→ **Saved entries**:
[Start of section]

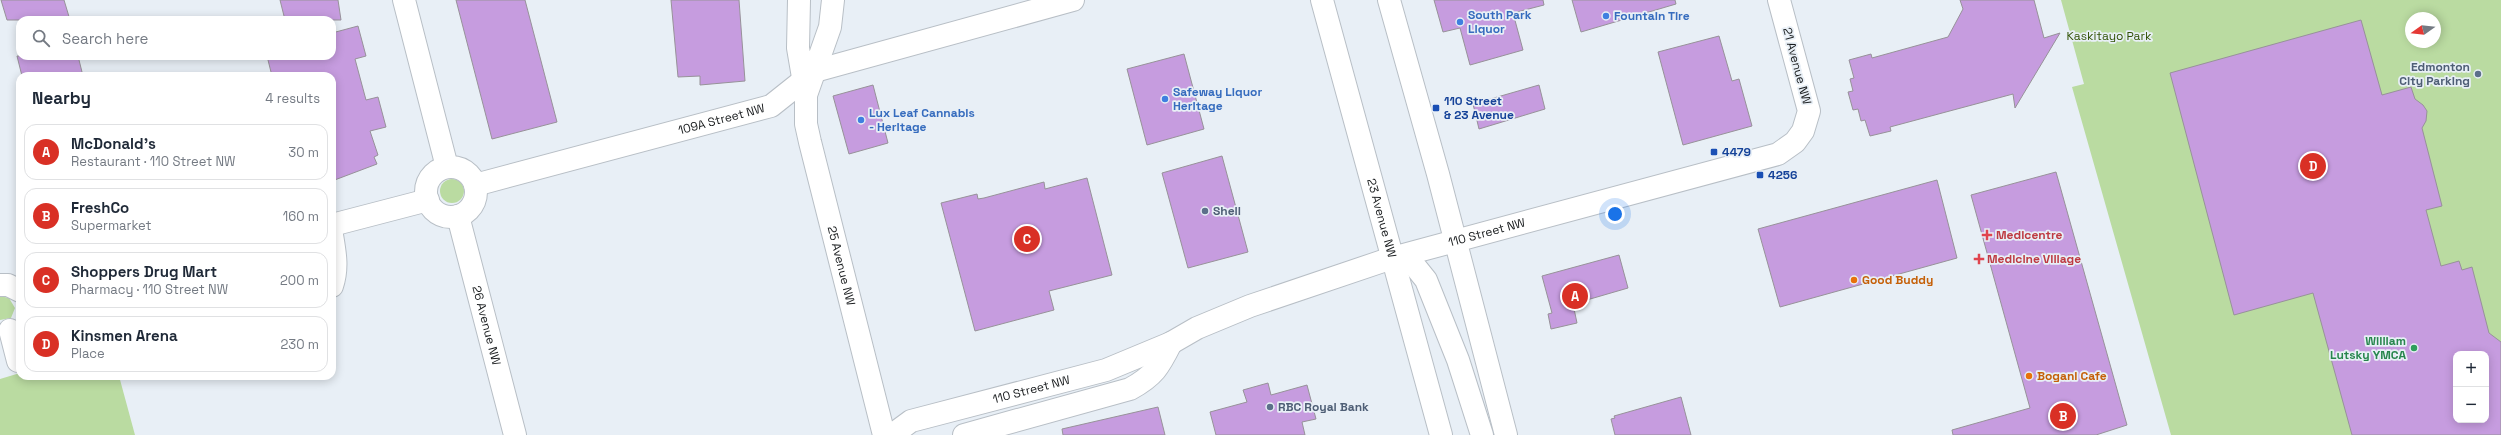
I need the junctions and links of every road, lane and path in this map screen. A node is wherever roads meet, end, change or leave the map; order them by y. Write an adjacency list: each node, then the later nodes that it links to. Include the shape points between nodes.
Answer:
1 (404, 0): 10 (street)
2 (799, 0): 8 (street, 25 Avenue NW, via 798,48)
3 (833, 0): 8 (street, 25 Avenue NW, via 830,27)
4 (1073, 0): 8 (street, 109A Street NW)
5 (1322, 0): 17 (street, 23 Avenue NW)
6 (1389, 0): 15 (street)
7 (1779, 0): 9 (street, 21 Avenue NW, via 1809,111)
8 (808, 82): 11 (street, 109A Street NW, via 771,106); 23 (street, 25 Avenue NW, via 806,124)
9 (1803, 131): 15 (street, 110 Street NW, via 1787,149 1768,157)
10 (447, 167): 11 (street, via 454,167 467,173); 12 (street, via 434,173 429,179 426,193)
11 (475, 185): 13 (street, via 474,200 470,207)
12 (428, 200): 13 (street, via 436,212 450,217); 14 (street)
13 (458, 216): 22 (street, 26 Avenue NW)
14 (336, 224)
15 (1455, 242): 17 (street, 110 Street NW); 28 (street)
16 (336, 256): 18 (street)
17 (1392, 258): 20 (street, 110 Street NW, via 1250,306 1197,328); 26 (street, 23 Avenue NW); 27 (street, via 1414,265 1426,280 1458,360)
18 (336, 275)
19 (10, 328): 21 (street)
20 (1171, 343): 24 (street, 110 Street NW, via 1106,370 910,421); 25 (street, via 1152,375 1130,389)
21 (16, 353)
22 (515, 435)
23 (884, 435)
24 (892, 435)
25 (964, 435)
26 (1441, 435)
27 (1482, 435)
28 (1506, 435)

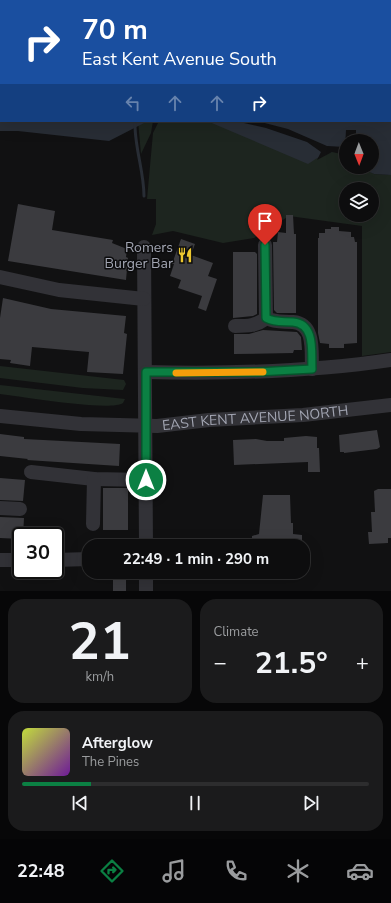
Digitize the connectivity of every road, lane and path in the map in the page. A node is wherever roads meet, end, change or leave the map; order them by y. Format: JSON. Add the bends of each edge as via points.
{"nodes":[{"id":1,"x":265,"y":245,"type":"dead end"},
{"id":2,"x":144,"y":247,"type":"dead end"},
{"id":3,"x":0,"y":278,"type":"edge"},
{"id":4,"x":144,"y":299,"type":"junction"},
{"id":5,"x":266,"y":318,"type":"junction"},
{"id":6,"x":235,"y":326,"type":"dead end"},
{"id":7,"x":391,"y":360,"type":"edge"},
{"id":8,"x":312,"y":369,"type":"junction"},
{"id":9,"x":146,"y":372,"type":"junction"},
{"id":10,"x":391,"y":405,"type":"edge"},
{"id":11,"x":0,"y":416,"type":"edge"},
{"id":12,"x":146,"y":426,"type":"junction"},
{"id":13,"x":31,"y":472,"type":"dead end"},
{"id":14,"x":94,"y":479,"type":"junction"},
{"id":15,"x":146,"y":480,"type":"junction"},
{"id":16,"x":0,"y":508,"type":"edge"},
{"id":17,"x":20,"y":509,"type":"dead end"},
{"id":18,"x":93,"y":524,"type":"dead end"},
{"id":19,"x":146,"y":539,"type":"edge"},
{"id":20,"x":0,"y":560,"type":"edge"},
{"id":21,"x":12,"y":560,"type":"edge"},
{"id":22,"x":64,"y":560,"type":"edge"},
{"id":23,"x":82,"y":560,"type":"edge"},
{"id":24,"x":146,"y":579,"type":"edge"},
{"id":25,"x":146,"y":591,"type":"edge"}],
"edges":[{"from":1,"to":5,"type":"street"},
{"from":2,"to":4,"type":"street"},
{"from":3,"to":4,"type":"street","via":[[59,290]]},
{"from":4,"to":9,"type":"street"},
{"from":5,"to":6,"type":"street","via":[[252,326]]},
{"from":5,"to":8,"type":"street","via":[[301,324],[307,329],[311,344]]},
{"from":7,"to":8,"type":"street"},
{"from":8,"to":9,"type":"street","via":[[249,373]]},
{"from":9,"to":12,"type":"street"},
{"from":10,"to":12,"type":"street","name":"EAST KENT AVENUE NORTH","via":[[303,415]]},
{"from":11,"to":12,"type":"street","name":"EAST KENT AVENUE NORTH","via":[[81,424]]},
{"from":12,"to":15,"type":"street"},
{"from":13,"to":14,"type":"street"},
{"from":14,"to":15,"type":"street"},
{"from":14,"to":18,"type":"street"},
{"from":15,"to":19,"type":"street"},
{"from":16,"to":17,"type":"street"},
{"from":20,"to":21,"type":"street"},
{"from":22,"to":23,"type":"street"},
{"from":24,"to":25,"type":"street"}]}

[End of section]

→ **YOUR TASK**: Without the pictures, retype each line of the records above exactly.

→ **ANSWER TO THE PROBLEM**:
I need the junctions and links of every road, lane and path in this map screen. A node is wherever roads meet, end, change or leave the map; order them by y. Write an adjacency list: each node, then the later nodes that it links to. Include the shape points between nodes.
Answer:
1 (404, 0): 10 (street)
2 (799, 0): 8 (street, 25 Avenue NW, via 798,48)
3 (833, 0): 8 (street, 25 Avenue NW, via 830,27)
4 (1073, 0): 8 (street, 109A Street NW)
5 (1322, 0): 17 (street, 23 Avenue NW)
6 (1389, 0): 15 (street)
7 (1779, 0): 9 (street, 21 Avenue NW, via 1809,111)
8 (808, 82): 11 (street, 109A Street NW, via 771,106); 23 (street, 25 Avenue NW, via 806,124)
9 (1803, 131): 15 (street, 110 Street NW, via 1787,149 1768,157)
10 (447, 167): 11 (street, via 454,167 467,173); 12 (street, via 434,173 429,179 426,193)
11 (475, 185): 13 (street, via 474,200 470,207)
12 (428, 200): 13 (street, via 436,212 450,217); 14 (street)
13 (458, 216): 22 (street, 26 Avenue NW)
14 (336, 224)
15 (1455, 242): 17 (street, 110 Street NW); 28 (street)
16 (336, 256): 18 (street)
17 (1392, 258): 20 (street, 110 Street NW, via 1250,306 1197,328); 26 (street, 23 Avenue NW); 27 (street, via 1414,265 1426,280 1458,360)
18 (336, 275)
19 (10, 328): 21 (street)
20 (1171, 343): 24 (street, 110 Street NW, via 1106,370 910,421); 25 (street, via 1152,375 1130,389)
21 (16, 353)
22 (515, 435)
23 (884, 435)
24 (892, 435)
25 (964, 435)
26 (1441, 435)
27 (1482, 435)
28 (1506, 435)

Digitize the connectivity of every road, lane and path in the map in the page. A node is wherever roads meet, end, change or leave the map; order them by y. Format: JSON. Add the bends of each edge as via points.
{"nodes":[{"id":1,"x":265,"y":245,"type":"dead end"},
{"id":2,"x":144,"y":247,"type":"dead end"},
{"id":3,"x":0,"y":278,"type":"edge"},
{"id":4,"x":144,"y":299,"type":"junction"},
{"id":5,"x":266,"y":318,"type":"junction"},
{"id":6,"x":235,"y":326,"type":"dead end"},
{"id":7,"x":391,"y":360,"type":"edge"},
{"id":8,"x":312,"y":369,"type":"junction"},
{"id":9,"x":146,"y":372,"type":"junction"},
{"id":10,"x":391,"y":405,"type":"edge"},
{"id":11,"x":0,"y":416,"type":"edge"},
{"id":12,"x":146,"y":426,"type":"junction"},
{"id":13,"x":31,"y":472,"type":"dead end"},
{"id":14,"x":94,"y":479,"type":"junction"},
{"id":15,"x":146,"y":480,"type":"junction"},
{"id":16,"x":0,"y":508,"type":"edge"},
{"id":17,"x":20,"y":509,"type":"dead end"},
{"id":18,"x":93,"y":524,"type":"dead end"},
{"id":19,"x":146,"y":539,"type":"edge"},
{"id":20,"x":0,"y":560,"type":"edge"},
{"id":21,"x":12,"y":560,"type":"edge"},
{"id":22,"x":64,"y":560,"type":"edge"},
{"id":23,"x":82,"y":560,"type":"edge"},
{"id":24,"x":146,"y":579,"type":"edge"},
{"id":25,"x":146,"y":591,"type":"edge"}],
"edges":[{"from":1,"to":5,"type":"street"},
{"from":2,"to":4,"type":"street"},
{"from":3,"to":4,"type":"street","via":[[59,290]]},
{"from":4,"to":9,"type":"street"},
{"from":5,"to":6,"type":"street","via":[[252,326]]},
{"from":5,"to":8,"type":"street","via":[[301,324],[307,329],[311,344]]},
{"from":7,"to":8,"type":"street"},
{"from":8,"to":9,"type":"street","via":[[249,373]]},
{"from":9,"to":12,"type":"street"},
{"from":10,"to":12,"type":"street","name":"EAST KENT AVENUE NORTH","via":[[303,415]]},
{"from":11,"to":12,"type":"street","name":"EAST KENT AVENUE NORTH","via":[[81,424]]},
{"from":12,"to":15,"type":"street"},
{"from":13,"to":14,"type":"street"},
{"from":14,"to":15,"type":"street"},
{"from":14,"to":18,"type":"street"},
{"from":15,"to":19,"type":"street"},
{"from":16,"to":17,"type":"street"},
{"from":20,"to":21,"type":"street"},
{"from":22,"to":23,"type":"street"},
{"from":24,"to":25,"type":"street"}]}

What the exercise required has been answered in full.